* [Stored data entries]:
------
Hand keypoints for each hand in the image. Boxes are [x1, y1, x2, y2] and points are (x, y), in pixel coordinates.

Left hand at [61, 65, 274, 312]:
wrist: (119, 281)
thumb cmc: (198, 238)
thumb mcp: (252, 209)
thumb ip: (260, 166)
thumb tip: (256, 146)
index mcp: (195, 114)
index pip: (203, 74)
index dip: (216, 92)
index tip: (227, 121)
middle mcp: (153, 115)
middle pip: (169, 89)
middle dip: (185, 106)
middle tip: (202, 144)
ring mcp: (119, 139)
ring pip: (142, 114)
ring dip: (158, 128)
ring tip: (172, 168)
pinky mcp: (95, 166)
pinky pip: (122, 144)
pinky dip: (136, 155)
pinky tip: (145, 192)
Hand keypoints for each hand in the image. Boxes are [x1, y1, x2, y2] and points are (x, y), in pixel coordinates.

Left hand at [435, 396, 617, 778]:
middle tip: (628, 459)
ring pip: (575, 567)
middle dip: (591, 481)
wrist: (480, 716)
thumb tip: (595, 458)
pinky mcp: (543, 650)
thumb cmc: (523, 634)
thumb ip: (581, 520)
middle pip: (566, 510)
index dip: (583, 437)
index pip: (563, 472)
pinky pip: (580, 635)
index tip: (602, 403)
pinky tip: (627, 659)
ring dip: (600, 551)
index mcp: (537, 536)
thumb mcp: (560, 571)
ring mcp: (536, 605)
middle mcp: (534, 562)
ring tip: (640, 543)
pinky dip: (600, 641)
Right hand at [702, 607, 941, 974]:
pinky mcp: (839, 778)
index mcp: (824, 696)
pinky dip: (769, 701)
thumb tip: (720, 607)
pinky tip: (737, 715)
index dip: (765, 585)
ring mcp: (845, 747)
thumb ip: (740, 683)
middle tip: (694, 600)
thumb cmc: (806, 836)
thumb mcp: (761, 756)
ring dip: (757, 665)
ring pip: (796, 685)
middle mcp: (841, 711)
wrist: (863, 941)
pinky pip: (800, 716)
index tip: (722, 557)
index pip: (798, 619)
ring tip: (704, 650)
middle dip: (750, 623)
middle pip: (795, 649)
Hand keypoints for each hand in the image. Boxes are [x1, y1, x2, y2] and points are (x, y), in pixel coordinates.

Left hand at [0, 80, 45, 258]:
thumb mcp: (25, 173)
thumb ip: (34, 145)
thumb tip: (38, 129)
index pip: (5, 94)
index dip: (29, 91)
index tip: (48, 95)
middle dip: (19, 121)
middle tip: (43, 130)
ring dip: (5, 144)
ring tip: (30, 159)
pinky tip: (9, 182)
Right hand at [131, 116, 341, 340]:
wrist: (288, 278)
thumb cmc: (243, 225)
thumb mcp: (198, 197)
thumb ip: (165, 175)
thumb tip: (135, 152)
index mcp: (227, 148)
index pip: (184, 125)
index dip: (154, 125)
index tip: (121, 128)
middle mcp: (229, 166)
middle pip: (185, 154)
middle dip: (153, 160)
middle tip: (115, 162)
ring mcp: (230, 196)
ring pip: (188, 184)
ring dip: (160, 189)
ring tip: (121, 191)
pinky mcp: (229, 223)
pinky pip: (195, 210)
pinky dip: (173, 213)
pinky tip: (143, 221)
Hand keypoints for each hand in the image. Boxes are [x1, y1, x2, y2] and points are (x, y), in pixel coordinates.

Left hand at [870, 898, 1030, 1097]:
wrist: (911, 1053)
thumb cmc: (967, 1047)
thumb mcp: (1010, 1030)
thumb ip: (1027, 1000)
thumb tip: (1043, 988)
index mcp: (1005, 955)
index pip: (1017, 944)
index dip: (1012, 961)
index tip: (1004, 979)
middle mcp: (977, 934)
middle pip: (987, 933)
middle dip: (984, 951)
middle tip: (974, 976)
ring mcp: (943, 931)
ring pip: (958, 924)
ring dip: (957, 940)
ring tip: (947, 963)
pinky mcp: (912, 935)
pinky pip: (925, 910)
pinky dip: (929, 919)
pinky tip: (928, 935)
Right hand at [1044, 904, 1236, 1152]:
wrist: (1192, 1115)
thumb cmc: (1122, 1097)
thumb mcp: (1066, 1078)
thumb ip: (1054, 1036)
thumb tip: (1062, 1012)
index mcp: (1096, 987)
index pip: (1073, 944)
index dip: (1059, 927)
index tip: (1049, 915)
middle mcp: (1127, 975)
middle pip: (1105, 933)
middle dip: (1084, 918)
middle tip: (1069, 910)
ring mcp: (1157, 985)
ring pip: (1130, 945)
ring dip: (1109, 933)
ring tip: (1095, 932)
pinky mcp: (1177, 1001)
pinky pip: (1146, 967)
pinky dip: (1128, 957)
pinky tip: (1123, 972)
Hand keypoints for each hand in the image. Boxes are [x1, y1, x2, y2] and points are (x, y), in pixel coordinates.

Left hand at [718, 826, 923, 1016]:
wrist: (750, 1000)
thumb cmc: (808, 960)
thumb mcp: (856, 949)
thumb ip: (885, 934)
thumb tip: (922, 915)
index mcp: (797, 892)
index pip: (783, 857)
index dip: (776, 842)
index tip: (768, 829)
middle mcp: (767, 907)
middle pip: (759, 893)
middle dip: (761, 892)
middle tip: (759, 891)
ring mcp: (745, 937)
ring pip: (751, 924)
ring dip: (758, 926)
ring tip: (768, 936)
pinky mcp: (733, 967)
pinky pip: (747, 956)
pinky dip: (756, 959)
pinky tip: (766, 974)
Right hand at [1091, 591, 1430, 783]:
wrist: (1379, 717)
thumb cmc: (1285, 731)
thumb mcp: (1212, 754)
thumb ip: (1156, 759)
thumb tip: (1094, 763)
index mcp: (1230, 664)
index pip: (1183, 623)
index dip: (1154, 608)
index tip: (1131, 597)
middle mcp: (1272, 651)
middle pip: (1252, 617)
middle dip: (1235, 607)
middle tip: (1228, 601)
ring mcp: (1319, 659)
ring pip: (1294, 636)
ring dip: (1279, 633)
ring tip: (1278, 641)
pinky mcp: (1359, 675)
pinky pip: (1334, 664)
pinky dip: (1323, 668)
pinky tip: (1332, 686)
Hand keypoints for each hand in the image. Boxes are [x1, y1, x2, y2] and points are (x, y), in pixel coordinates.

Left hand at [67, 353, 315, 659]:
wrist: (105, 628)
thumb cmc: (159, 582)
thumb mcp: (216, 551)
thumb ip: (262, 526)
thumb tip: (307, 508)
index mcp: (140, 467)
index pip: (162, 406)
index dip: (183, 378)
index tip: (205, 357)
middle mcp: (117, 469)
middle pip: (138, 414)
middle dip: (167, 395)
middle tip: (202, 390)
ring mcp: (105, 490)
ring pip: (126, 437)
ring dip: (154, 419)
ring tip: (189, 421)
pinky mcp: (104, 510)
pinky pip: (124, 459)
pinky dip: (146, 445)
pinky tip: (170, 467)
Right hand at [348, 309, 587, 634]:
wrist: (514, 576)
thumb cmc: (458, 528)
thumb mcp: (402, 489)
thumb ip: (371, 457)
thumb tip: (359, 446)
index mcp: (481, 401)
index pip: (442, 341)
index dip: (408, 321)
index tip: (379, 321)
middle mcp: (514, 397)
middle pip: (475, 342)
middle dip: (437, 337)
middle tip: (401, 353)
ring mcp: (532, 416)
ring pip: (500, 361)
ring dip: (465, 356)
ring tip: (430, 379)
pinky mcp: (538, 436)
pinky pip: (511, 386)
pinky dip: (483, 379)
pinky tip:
------
* [ACTIVITY]: Your answer should consist of the lines from the line with "middle mcp: (841, 711)" to the line with "index dip: (1012, 961)" above, repeated exactly, both ends included.

* [FINAL ANSWER]:
middle mcp: (841, 711)
wrist: (863, 941)
pinky pip: (800, 716)
index tip: (722, 557)
index pip: (798, 619)
ring tip: (704, 650)
middle dip: (750, 623)
middle pip: (795, 649)
Hand keypoints for each hand in the image. Boxes are [x1, y1, x2, y2] and points are (x, y), in pixel coordinates.

Left hand at [0, 80, 45, 258]:
thumb mcp: (25, 173)
thumb ip: (34, 145)
thumb tip: (38, 129)
index pip: (5, 94)
index dip: (29, 91)
index tip: (48, 95)
middle dip: (19, 121)
middle tip: (43, 130)
ring dip: (5, 144)
ring tip: (30, 159)
pinky tip: (9, 182)
Right hand at [131, 116, 341, 340]:
wrist: (288, 278)
thumb cmc: (243, 225)
thumb mcp: (198, 197)
thumb ip: (165, 175)
thumb tip: (135, 152)
index mcp: (227, 148)
index pip: (184, 125)
index dip: (154, 125)
index tip: (121, 128)
middle mcp: (229, 166)
middle pip: (185, 154)
middle dip: (153, 160)
middle tip: (115, 162)
ring mcp: (230, 196)
ring pip: (188, 184)
ring dip: (160, 189)
ring tip: (121, 191)
pinky mcp: (229, 223)
pinky pip: (195, 210)
pinky dip: (173, 213)
pinky tip: (143, 221)
Hand keypoints for each hand in the image. Boxes are [x1, y1, x2, y2] and points are (x, y), in pixel coordinates.

Left hand at [870, 898, 1030, 1097]:
wrist: (911, 1053)
thumb cmc: (967, 1047)
thumb mcp: (1010, 1030)
thumb ip: (1027, 1000)
thumb tip: (1043, 988)
index mcp: (1005, 955)
index pip: (1017, 944)
index dip: (1012, 961)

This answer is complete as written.